Llegué a salvo hasta la calle que conducía hasta la casa. Allí grité hasta que me dolió el estómago y golpeé la fachada de una de las casas con el puño cerrado. ¡LE ODIABA! Odiaba a Christian Dubois con todas mis fuerzas y a mí también, por ser tan cobarde. ¡Habían matado a Helga! ¡En mi cara! Esa odiosa niña la había matado en frente de mis narices y yo no había hecho nada por impedirlo. ¡NADA! ¡Y Christian tampoco! ¡Él se la había entregado! Dios, ¿a qué clase de monstruo quería? ¿Cómo había podido fiarme de él? Me había mentido desde el principio, ¡desde el principio! Y yo como una estúpida me lo había creído todo. ¿En qué narices estaba pensando? ¿Acaso no había aprendido nada de los grandes predadores? ¿Qué funcionaba mal en mí para no ser capaz de reaccionar ante las señales de peligro?

—El odio no te llevará por buen camino, Lena De Cote.

—Levanté la cabeza asustada y observé a mi alrededor, allí no había nadie.

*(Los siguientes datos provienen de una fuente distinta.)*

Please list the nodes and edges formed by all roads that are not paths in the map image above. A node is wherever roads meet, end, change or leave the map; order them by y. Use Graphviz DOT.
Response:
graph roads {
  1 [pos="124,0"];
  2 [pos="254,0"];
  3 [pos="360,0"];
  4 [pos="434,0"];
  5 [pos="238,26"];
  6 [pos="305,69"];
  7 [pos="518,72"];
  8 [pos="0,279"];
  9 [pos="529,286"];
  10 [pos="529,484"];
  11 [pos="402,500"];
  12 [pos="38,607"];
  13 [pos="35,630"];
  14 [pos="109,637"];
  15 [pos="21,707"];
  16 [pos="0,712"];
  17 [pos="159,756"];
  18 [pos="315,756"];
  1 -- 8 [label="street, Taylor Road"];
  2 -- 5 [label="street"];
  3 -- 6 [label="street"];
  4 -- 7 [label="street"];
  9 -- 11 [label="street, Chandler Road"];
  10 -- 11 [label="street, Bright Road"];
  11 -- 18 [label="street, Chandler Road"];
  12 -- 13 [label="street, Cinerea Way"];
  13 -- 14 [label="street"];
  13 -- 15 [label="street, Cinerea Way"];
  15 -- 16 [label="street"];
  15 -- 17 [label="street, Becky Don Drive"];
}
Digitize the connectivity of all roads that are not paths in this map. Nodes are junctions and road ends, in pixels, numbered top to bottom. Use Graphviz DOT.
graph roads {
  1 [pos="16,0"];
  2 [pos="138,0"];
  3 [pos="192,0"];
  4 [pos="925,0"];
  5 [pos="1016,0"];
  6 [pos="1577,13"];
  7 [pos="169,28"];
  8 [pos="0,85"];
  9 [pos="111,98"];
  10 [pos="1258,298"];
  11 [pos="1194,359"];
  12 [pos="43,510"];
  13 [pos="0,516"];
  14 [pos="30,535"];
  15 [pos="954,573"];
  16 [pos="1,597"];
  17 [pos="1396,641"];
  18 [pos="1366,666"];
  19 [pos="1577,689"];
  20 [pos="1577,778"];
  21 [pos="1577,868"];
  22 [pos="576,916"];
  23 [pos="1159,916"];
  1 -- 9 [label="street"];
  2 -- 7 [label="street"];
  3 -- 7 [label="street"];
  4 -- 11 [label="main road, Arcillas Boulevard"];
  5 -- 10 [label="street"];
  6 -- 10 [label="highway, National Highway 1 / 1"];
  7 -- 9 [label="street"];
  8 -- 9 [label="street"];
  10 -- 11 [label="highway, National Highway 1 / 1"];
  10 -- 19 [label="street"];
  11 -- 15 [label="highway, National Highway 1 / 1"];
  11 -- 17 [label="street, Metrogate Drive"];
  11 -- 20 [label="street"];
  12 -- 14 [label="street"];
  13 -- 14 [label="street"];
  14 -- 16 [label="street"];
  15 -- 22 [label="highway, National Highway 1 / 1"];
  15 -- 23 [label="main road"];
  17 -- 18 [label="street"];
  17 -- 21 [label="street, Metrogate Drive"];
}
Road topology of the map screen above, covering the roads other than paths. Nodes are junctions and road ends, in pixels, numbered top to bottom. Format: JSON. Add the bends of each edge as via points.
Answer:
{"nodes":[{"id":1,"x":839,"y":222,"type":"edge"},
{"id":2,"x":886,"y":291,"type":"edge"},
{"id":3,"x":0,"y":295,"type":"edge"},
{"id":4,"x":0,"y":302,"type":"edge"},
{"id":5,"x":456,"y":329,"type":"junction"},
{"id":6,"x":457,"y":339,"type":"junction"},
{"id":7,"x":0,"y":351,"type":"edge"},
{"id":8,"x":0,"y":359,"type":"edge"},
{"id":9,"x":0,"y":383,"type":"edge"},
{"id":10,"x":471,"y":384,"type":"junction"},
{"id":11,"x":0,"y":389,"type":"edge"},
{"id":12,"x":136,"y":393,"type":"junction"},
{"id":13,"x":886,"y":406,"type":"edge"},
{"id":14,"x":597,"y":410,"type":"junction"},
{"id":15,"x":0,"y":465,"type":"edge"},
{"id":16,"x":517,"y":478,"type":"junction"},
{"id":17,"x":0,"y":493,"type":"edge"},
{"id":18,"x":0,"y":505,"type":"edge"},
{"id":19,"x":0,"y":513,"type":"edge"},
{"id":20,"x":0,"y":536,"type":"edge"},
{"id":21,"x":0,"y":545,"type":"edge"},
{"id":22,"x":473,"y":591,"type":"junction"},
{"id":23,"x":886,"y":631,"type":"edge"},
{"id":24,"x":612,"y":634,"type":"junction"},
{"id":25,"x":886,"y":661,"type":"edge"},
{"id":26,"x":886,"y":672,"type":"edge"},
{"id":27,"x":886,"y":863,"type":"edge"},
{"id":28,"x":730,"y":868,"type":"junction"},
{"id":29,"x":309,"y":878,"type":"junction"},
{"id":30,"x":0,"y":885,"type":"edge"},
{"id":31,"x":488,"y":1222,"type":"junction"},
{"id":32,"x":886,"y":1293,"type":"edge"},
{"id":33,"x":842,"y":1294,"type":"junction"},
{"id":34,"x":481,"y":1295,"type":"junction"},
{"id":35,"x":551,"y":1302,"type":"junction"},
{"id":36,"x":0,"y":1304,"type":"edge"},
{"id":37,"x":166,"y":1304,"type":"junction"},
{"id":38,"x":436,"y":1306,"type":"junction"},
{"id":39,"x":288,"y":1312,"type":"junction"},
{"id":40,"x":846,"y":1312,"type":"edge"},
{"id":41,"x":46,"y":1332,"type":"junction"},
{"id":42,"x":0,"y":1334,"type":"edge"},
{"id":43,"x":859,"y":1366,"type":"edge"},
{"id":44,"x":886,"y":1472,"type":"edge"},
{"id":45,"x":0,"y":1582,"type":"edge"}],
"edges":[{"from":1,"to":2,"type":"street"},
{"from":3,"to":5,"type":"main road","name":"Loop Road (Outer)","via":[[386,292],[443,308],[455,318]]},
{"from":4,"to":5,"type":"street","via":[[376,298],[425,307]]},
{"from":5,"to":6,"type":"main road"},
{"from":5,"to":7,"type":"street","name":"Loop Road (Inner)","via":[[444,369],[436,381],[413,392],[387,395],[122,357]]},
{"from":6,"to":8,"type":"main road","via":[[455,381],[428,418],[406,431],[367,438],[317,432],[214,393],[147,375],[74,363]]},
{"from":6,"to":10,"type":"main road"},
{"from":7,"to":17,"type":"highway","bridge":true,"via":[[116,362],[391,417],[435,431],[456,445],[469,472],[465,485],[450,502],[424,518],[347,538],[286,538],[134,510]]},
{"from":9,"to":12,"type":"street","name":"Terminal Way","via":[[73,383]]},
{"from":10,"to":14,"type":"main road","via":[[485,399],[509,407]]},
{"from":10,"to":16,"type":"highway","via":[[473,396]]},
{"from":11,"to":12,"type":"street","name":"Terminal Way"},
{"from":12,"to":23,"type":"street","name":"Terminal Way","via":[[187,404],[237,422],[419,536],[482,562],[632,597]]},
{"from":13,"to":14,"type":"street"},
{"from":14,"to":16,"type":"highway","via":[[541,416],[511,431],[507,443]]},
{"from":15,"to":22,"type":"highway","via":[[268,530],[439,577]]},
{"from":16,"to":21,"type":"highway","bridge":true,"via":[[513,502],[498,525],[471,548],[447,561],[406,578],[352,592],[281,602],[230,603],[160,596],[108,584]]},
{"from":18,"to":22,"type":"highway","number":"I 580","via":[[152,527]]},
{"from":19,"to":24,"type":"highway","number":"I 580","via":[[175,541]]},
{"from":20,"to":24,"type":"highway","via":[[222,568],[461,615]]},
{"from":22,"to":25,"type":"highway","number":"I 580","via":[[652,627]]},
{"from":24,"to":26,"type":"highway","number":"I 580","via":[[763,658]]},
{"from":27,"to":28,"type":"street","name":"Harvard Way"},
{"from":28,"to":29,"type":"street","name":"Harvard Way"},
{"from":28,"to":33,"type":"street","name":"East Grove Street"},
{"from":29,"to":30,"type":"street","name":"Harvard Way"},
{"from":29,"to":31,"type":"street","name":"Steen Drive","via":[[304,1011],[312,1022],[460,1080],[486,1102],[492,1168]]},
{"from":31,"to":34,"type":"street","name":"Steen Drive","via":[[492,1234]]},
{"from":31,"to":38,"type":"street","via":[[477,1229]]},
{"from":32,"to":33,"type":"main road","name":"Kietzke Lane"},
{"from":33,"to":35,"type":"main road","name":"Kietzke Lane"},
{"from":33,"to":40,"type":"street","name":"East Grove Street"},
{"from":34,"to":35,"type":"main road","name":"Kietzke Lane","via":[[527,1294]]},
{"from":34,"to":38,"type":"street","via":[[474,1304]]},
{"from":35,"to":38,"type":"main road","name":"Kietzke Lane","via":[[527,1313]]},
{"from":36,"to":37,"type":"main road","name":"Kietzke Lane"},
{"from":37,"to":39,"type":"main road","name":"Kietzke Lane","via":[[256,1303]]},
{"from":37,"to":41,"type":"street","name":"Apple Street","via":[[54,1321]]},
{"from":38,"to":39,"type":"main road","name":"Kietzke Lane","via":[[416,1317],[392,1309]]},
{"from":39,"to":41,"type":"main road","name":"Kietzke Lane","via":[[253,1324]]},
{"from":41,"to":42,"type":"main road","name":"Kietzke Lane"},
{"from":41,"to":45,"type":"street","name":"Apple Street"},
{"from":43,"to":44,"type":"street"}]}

—¿Quién está ahí? —musité levantándome con dificultad, mis músculos estaban encogidos—. ¿Quién está ahí?—repetí.

Aguardé, congelada, sin recibir contestación. Me quedé tan quieta que podría haber escuchado cómo una mosca batía sus alas al otro lado del campo, pero ahí no se oía nada. Relajé los hombros y me giré para entrar en la casa. No solo era cobarde, me estaba volviendo loca, completamente loca.

Justo cuando tenía una mano en el portón, una brisa helada cruzó la calle, acariciando mi nuca, y escuché algo nuevo: el sonido de una puerta mal cerrada repiqueteando contra las jambas. Me di la vuelta, despacio, sabiendo que esa puerta pertenecía a la casa de en frente. Nunca, en todo el tiempo que llevaba allí, la había visto abierta. Nunca... Miré a ambos lados de la calle, sin encontrar a nadie que pudiera haberla dejado así. Me giré de nuevo hacia el portón dispuesta a irme a hacer las maletas, pero algo en ese repiqueteo me lo impidió. Era hipnótico y por alguna razón, también atrayente. No fui capaz de dejarlo estar, en lugar de eso, me sorprendí cruzando los escasos tres pasos que nos separaban y adentrándome en su oscuro interior.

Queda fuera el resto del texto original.